Dieciséis de septiembre.

 

Una guerra de mentiras sacuden a la nación con tal de obtener el poder, el más bravucón es el que ganara esta contienda que es una truculenta lección para todos aquellos que se convierten en olas ideológicas efímeras y absurdas, simpatizantes de ocasión, amantes de colores que pierden el argumento a la hora de gobernar, ciegos que van trastabillando con tal de sentirse identificados con un hombre o mujer que esta hecho para perseguir sus aspiraciones esperando que las hora exacta llegue para cantar un triunfo esperanzador y todos vitoreen sin saber que es lo que pasara durante los próximos sesenta meses.

Una carita bonita, notas auténticas, fotografías espectaculares, caóticas conversaciones, momentos de incertidumbre es lo que se asomara en aquellos amaneceres cargados de una melodía de suspenso, en un panorama rojo, en una insolente seña de autoridad incitadora que solo promueve la división de los buenos y dará chance a que sigan los malos cometiendo sus fechorías. Das un sorbo al chocolate amargo que con alegría te prepararon en aquel lugar, hojeas mientras aquel libro amarillento de Vargas Llosa y sonríes con cierta estupidez, descubres lo violentado que está el concepto de la democracia, piensas que la tiranía nos acecha con elegancia y amor, que no te das cuenta por querer sobresalir y saberte inteligente.

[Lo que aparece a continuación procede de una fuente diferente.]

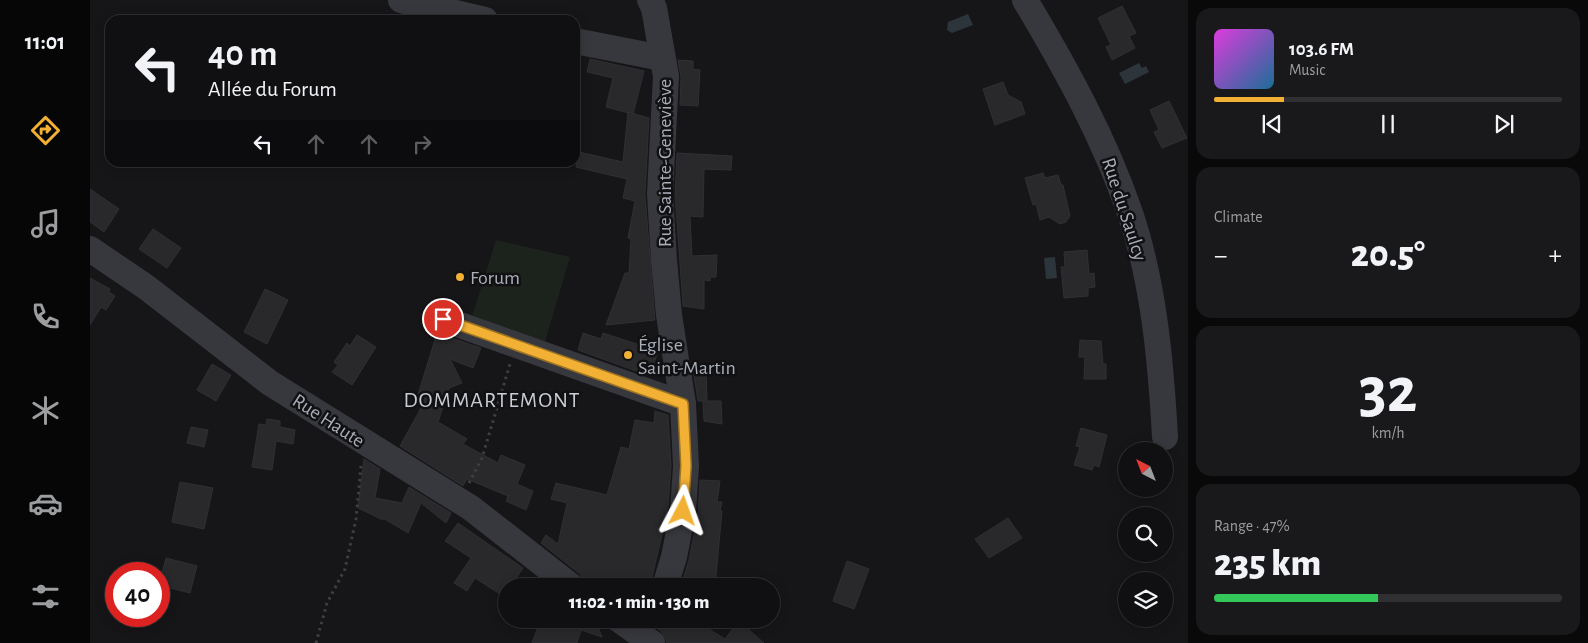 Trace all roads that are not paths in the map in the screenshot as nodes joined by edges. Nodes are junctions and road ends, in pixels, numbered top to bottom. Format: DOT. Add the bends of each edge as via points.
graph roads {
  1 [pos="400,0"];
  2 [pos="1025,0"];
  3 [pos="654,2"];
  4 [pos="464,15"];
  5 [pos="580,42"];
  6 [pos="662,58"];
  7 [pos="90,249"];
  8 [pos="443,319"];
  9 [pos="683,404"];
  10 [pos="1165,437"];
  11 [pos="561,578"];
  12 [pos="667,578"];
  13 [pos="634,628"];
  14 [pos="649,636"];
  1 -- 4 [label="street"];
  2 -- 10 [label="street, Rue du Saulcy" via="1101,137 1131,215 1161,358"];
  3 -- 6 [label="street, Rue Sainte-Geneviève"];
  5 -- 6 [label="street"];
  6 -- 9 [label="street, Rue Sainte-Geneviève" via="666,76 660,194 664,260"];
  7 -- 11 [label="street, Rue Haute" via="146,287 270,383 460,501"];
  8 -- 9 [label="street"];
  9 -- 12 [label="street, Rue Sainte-Geneviève" via="686,466 683,511"];
  13 -- 14 [label="street"];
}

Caminas por el centro de la ciudad y disfrutas de la llovizna, tus ojos se pierden en esos enormes adornos que te hacen revindicar la patria en la sangre que corre por tu delicado cuerpo, la quietud te invade mientras el verde, el blanco y el rojo te hacen despertar en una fantasía de progreso y gracia, te pierdes en una dura mentira, al son de una canción de José José brincas sobre un pronunciado charco en aquella plaza rodeada de gritos y conversaciones cotidianas, es una tarde donde las preocupaciones no están en la lista de prioridades y sigues caminando con el afán de llegar y escapar del bullicio, simplemente para dar el ultimo sorbo al chocolate que te encanta y te hace convulsionar de alegría.

Das vuelta en aquella esquina histórica donde los olores se mezclan y te confunden, tus gestos son de desagrado y a la vez de antojo, quieres adivinar de donde viene ese aroma a aceite quemado, esa sensación picante, pero no encuentras el objetivo, apresuras el paso, porque las gotas ahora son pequeños trozos de hielo, intentas refugiarte entre las cornisas de los establecimientos y ahí está nuevamente el símbolo patrio que te causa revuelo y que te hace creer que todo es maravilloso y transformador, estas totalmente en una profunda hipnosis que te hace creer en la realidad grotesca y en los datos erróneos, no hay manera de hacerte reaccionar, la milagrosa solución será que los meses pasen y te den una bofetada que te haga despertar.

Por fin llegas al punto donde esta ese personaje que te causa taquicardia y te hace sudar como si estuvieras corriendo un maratón, no sabes de que se tratara la conversación, desconoces el motivo de la reunión, pero ahí esta ese ente con un periódico en mano, una boina, una gabardina, lentes tornasol, es un enigma, pero no quieres faltar a lo que parece ser un cita a ciegas, de repente volteas y descubres aquel rostro que por un lustro te ha hecho vibrar en otro nivel, te extiende la mano con familiaridad y de repente decides emprender la huida, no puedes entender que esta pasando, corres por aquella calle completamente iluminada, te resbalas y caes, sientes miedo, tus sentidos están aturdidos, comienzas a divagar y te desvaneces.

Tres días después despiertas en tu cómoda cama, es dieciséis de septiembre y lo primero que escuchas es el himno nacional.